> **Task details**
The entries are to be written out word for word, with their images left out.

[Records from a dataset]
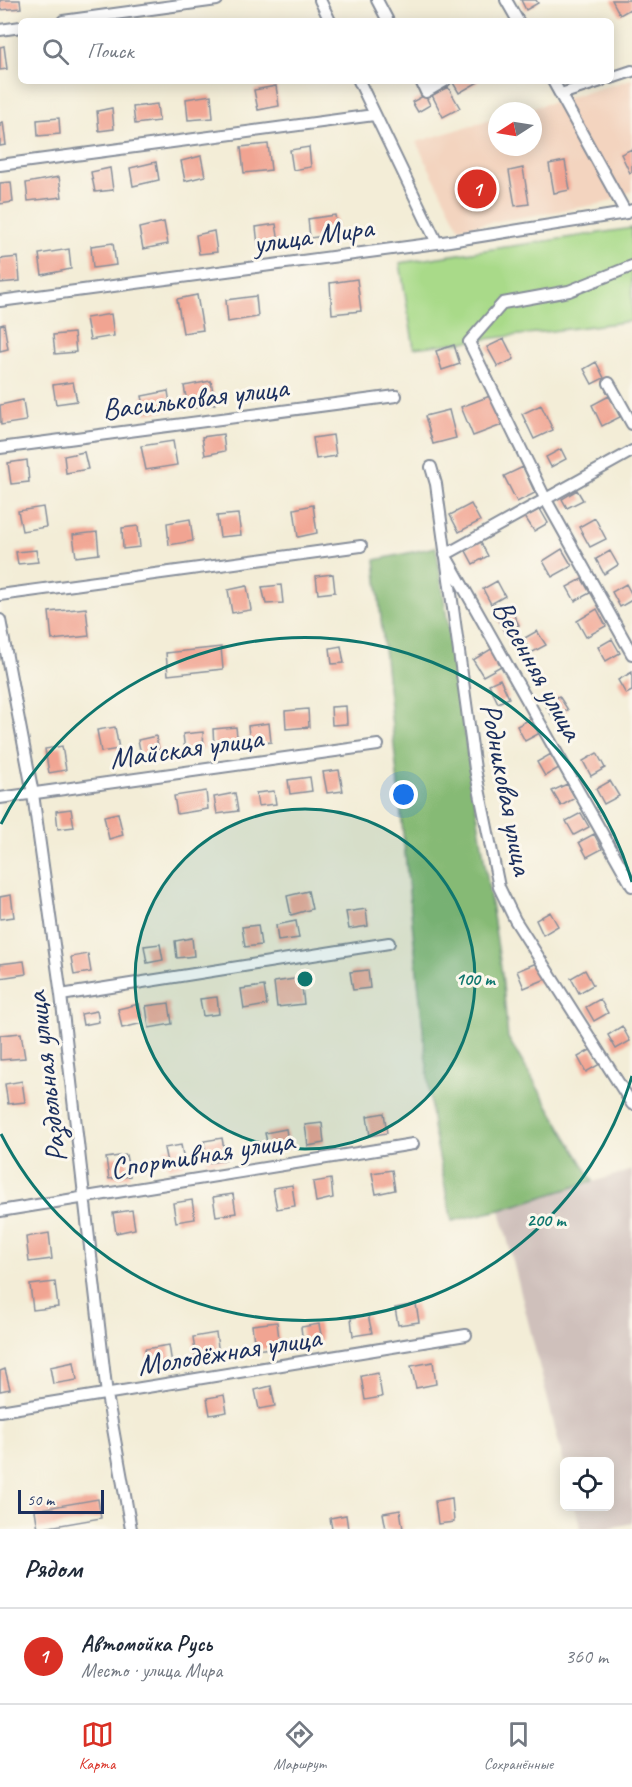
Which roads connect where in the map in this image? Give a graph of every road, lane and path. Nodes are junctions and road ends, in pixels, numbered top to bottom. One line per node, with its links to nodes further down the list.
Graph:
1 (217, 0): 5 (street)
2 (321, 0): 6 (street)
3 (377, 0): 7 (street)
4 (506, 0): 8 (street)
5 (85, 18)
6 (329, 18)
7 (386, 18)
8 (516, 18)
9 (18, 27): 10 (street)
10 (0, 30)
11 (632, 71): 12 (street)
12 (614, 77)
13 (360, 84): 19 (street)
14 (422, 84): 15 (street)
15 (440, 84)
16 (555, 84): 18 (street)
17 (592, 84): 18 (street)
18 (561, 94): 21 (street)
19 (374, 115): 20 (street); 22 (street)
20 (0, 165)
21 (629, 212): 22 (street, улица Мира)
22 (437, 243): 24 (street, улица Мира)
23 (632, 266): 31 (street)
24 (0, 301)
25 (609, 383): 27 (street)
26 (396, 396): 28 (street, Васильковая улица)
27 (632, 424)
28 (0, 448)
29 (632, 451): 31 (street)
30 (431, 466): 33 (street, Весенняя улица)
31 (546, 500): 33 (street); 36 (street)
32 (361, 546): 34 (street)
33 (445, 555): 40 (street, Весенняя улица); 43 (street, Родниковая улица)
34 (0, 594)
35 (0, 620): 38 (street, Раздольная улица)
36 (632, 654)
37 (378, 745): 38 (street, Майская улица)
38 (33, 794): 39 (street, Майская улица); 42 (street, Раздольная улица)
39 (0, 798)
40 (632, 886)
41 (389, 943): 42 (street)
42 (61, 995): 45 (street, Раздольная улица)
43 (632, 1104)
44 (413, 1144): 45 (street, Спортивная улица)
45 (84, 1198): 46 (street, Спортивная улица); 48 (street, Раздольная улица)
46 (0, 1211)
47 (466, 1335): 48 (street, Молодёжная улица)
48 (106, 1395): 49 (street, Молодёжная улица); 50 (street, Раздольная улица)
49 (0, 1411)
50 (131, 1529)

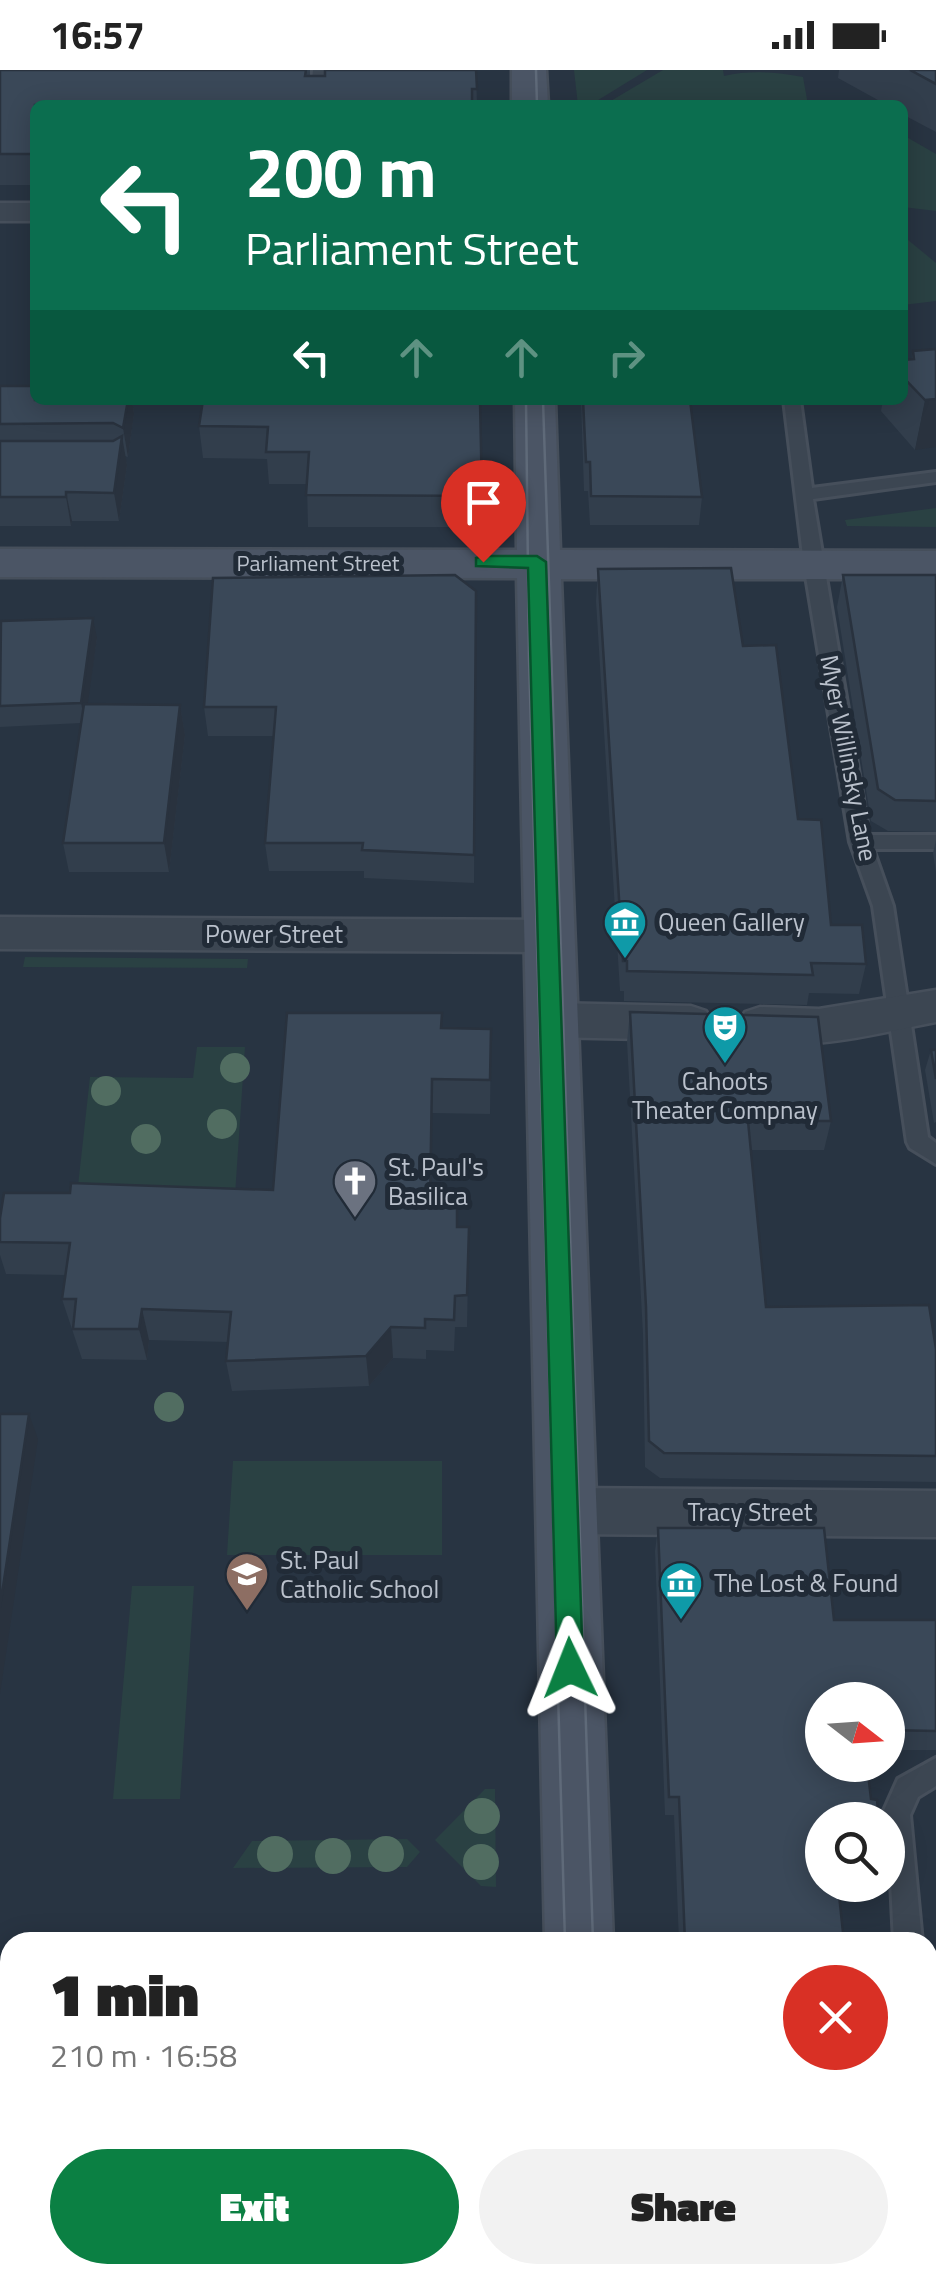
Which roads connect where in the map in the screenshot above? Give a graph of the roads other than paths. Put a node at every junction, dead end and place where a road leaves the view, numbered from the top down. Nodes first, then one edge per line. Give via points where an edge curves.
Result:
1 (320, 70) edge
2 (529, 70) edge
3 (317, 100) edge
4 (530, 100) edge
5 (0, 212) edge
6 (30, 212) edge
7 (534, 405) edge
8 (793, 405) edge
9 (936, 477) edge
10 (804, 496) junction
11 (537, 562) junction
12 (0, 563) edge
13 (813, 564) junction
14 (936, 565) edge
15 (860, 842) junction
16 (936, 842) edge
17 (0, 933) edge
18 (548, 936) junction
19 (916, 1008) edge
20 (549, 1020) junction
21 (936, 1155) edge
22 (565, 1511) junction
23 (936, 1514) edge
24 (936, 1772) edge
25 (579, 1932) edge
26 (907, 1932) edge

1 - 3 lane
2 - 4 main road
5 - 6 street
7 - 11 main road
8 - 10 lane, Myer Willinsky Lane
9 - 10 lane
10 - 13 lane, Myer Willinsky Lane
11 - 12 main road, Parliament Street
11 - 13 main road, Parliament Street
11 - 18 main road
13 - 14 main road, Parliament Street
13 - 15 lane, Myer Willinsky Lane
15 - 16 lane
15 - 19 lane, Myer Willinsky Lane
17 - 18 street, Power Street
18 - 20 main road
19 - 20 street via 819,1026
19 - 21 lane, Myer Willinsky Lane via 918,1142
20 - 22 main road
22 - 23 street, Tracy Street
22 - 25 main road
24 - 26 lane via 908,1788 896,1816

> **Result**
Which roads connect where in the map in this image? Give a graph of every road, lane and path. Nodes are junctions and road ends, in pixels, numbered top to bottom. One line per node, with its links to nodes further down the list.
Graph:
1 (217, 0): 5 (street)
2 (321, 0): 6 (street)
3 (377, 0): 7 (street)
4 (506, 0): 8 (street)
5 (85, 18)
6 (329, 18)
7 (386, 18)
8 (516, 18)
9 (18, 27): 10 (street)
10 (0, 30)
11 (632, 71): 12 (street)
12 (614, 77)
13 (360, 84): 19 (street)
14 (422, 84): 15 (street)
15 (440, 84)
16 (555, 84): 18 (street)
17 (592, 84): 18 (street)
18 (561, 94): 21 (street)
19 (374, 115): 20 (street); 22 (street)
20 (0, 165)
21 (629, 212): 22 (street, улица Мира)
22 (437, 243): 24 (street, улица Мира)
23 (632, 266): 31 (street)
24 (0, 301)
25 (609, 383): 27 (street)
26 (396, 396): 28 (street, Васильковая улица)
27 (632, 424)
28 (0, 448)
29 (632, 451): 31 (street)
30 (431, 466): 33 (street, Весенняя улица)
31 (546, 500): 33 (street); 36 (street)
32 (361, 546): 34 (street)
33 (445, 555): 40 (street, Весенняя улица); 43 (street, Родниковая улица)
34 (0, 594)
35 (0, 620): 38 (street, Раздольная улица)
36 (632, 654)
37 (378, 745): 38 (street, Майская улица)
38 (33, 794): 39 (street, Майская улица); 42 (street, Раздольная улица)
39 (0, 798)
40 (632, 886)
41 (389, 943): 42 (street)
42 (61, 995): 45 (street, Раздольная улица)
43 (632, 1104)
44 (413, 1144): 45 (street, Спортивная улица)
45 (84, 1198): 46 (street, Спортивная улица); 48 (street, Раздольная улица)
46 (0, 1211)
47 (466, 1335): 48 (street, Молодёжная улица)
48 (106, 1395): 49 (street, Молодёжная улица); 50 (street, Раздольная улица)
49 (0, 1411)
50 (131, 1529)

Which roads connect where in the map in the screenshot above? Give a graph of the roads other than paths. Put a node at every junction, dead end and place where a road leaves the view, numbered from the top down. Nodes first, then one edge per line. Give via points where an edge curves.
Result:
1 (320, 70) edge
2 (529, 70) edge
3 (317, 100) edge
4 (530, 100) edge
5 (0, 212) edge
6 (30, 212) edge
7 (534, 405) edge
8 (793, 405) edge
9 (936, 477) edge
10 (804, 496) junction
11 (537, 562) junction
12 (0, 563) edge
13 (813, 564) junction
14 (936, 565) edge
15 (860, 842) junction
16 (936, 842) edge
17 (0, 933) edge
18 (548, 936) junction
19 (916, 1008) edge
20 (549, 1020) junction
21 (936, 1155) edge
22 (565, 1511) junction
23 (936, 1514) edge
24 (936, 1772) edge
25 (579, 1932) edge
26 (907, 1932) edge

1 - 3 lane
2 - 4 main road
5 - 6 street
7 - 11 main road
8 - 10 lane, Myer Willinsky Lane
9 - 10 lane
10 - 13 lane, Myer Willinsky Lane
11 - 12 main road, Parliament Street
11 - 13 main road, Parliament Street
11 - 18 main road
13 - 14 main road, Parliament Street
13 - 15 lane, Myer Willinsky Lane
15 - 16 lane
15 - 19 lane, Myer Willinsky Lane
17 - 18 street, Power Street
18 - 20 main road
19 - 20 street via 819,1026
19 - 21 lane, Myer Willinsky Lane via 918,1142
20 - 22 main road
22 - 23 street, Tracy Street
22 - 25 main road
24 - 26 lane via 908,1788 896,1816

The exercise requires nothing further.